The opposite, being absent minded, is namely not to think of nothing but of two things simultaneously. To be absent is in our culture not to be nonexistent, but to be nonpresent where one is."
This state is fundamental in Henrik Nordbrandt´s poetry. Like all poetry his also depicts experiences. But often it is a question of experiences of experiences, of experiences of the nonappearance of experience, of the expectation of experience or its recollection. The depicted often appears as traces of what is to be depicted. There is more going and coming than being in his poetry.
It is a style of writing which is reinforced by the distinct awareness in the poems that they are poems and thus something other than the world they represent, that there is a difference between the words and what the words are dealing with. It is further reinforced by the poet´s basic addiction to paradox. The most paradoxical paradox in Nordbrandt´s semantic universe is the representation of presence as absence and absence as presence.

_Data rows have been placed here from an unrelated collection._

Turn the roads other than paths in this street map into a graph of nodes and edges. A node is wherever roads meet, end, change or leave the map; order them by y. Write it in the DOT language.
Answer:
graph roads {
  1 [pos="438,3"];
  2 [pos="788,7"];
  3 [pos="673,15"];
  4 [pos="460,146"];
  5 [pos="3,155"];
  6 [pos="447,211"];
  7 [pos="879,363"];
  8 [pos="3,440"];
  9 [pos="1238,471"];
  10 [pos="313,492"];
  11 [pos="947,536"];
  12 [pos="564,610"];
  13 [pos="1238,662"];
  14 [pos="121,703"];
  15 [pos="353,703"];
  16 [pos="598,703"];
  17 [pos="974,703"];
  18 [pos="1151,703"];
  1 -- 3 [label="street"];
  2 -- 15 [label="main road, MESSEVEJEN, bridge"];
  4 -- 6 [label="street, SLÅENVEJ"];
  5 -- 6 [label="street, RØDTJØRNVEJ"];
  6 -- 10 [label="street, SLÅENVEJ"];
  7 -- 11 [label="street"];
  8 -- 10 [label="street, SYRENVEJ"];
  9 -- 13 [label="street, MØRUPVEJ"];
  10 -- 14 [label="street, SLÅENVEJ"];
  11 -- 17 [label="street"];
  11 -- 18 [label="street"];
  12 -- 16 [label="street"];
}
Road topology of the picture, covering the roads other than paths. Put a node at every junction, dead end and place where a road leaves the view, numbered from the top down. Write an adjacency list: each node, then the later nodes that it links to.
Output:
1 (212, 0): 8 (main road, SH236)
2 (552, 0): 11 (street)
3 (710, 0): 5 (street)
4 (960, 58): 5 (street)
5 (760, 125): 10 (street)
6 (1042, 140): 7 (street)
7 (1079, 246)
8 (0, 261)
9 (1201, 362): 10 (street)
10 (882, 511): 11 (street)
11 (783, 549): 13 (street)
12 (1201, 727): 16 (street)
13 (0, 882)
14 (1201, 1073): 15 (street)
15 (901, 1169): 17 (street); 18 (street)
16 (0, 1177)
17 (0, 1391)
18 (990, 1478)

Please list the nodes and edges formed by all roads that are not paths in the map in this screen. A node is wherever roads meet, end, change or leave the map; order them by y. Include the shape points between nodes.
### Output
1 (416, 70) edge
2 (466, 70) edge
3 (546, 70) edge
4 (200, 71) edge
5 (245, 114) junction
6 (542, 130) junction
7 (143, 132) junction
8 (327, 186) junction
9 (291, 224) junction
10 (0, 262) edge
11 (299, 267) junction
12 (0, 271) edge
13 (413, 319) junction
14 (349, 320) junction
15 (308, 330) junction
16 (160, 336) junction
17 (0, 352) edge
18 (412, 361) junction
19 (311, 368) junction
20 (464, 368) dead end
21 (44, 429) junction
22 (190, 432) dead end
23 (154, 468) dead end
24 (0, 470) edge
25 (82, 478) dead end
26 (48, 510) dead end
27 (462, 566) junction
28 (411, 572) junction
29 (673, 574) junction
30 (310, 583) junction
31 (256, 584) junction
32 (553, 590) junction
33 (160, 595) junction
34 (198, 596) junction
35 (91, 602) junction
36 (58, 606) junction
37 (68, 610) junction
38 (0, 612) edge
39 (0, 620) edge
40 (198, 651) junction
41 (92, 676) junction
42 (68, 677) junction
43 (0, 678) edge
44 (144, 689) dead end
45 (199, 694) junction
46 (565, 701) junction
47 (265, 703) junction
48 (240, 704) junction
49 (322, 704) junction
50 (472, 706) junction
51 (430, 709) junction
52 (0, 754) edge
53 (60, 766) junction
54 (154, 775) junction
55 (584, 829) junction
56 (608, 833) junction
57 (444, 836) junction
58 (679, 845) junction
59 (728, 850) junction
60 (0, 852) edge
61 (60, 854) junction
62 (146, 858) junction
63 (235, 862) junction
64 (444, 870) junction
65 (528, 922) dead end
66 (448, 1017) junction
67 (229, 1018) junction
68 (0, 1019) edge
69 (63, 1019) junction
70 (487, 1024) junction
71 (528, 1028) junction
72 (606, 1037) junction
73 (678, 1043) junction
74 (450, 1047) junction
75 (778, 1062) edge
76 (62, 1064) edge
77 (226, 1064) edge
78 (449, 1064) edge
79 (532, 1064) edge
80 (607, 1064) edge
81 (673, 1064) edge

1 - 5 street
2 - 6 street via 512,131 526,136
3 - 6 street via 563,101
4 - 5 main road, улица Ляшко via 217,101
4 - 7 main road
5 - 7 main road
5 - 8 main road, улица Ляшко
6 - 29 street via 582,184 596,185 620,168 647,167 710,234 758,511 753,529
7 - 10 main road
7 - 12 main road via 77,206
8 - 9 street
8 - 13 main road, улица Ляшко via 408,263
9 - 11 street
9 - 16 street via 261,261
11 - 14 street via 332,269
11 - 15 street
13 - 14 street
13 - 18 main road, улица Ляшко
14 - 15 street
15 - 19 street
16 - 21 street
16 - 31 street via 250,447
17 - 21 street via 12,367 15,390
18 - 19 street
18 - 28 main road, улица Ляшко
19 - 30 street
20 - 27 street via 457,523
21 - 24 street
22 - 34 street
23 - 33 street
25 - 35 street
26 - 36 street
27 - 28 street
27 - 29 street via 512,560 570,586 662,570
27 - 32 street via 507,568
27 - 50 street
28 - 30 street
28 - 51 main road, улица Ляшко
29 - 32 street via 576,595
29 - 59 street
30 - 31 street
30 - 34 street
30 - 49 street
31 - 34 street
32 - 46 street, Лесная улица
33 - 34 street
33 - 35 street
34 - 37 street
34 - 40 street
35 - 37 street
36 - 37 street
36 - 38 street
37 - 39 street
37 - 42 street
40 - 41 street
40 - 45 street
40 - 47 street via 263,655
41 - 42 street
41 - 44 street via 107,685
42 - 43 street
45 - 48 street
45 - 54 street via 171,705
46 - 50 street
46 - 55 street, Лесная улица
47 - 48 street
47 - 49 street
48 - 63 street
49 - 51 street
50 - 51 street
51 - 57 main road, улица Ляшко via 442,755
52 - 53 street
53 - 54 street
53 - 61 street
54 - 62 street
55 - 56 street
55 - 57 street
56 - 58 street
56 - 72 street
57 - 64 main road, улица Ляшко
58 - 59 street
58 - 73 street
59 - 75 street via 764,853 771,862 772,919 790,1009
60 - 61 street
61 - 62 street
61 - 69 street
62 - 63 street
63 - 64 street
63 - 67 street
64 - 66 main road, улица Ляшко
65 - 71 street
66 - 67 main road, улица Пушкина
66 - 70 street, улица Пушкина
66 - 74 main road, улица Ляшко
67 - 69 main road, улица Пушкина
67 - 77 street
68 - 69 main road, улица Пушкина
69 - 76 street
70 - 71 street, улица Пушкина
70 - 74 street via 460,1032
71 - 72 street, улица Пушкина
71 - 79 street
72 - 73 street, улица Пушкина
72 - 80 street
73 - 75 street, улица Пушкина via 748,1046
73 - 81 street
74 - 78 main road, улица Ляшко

Nordbrandt doesn´t excel in neologism like the generation immediately preceding him. But he has coined one word which captures both his paradoxy and the not very Zen-Buddhist version of presence which characterizes his universe. The word appears in a poem which is structured as a series of interwoven chains. One chain is comprised of the expression sad about it," which is repeated five times, a second by the formula something else," or something else again," which occurs twice.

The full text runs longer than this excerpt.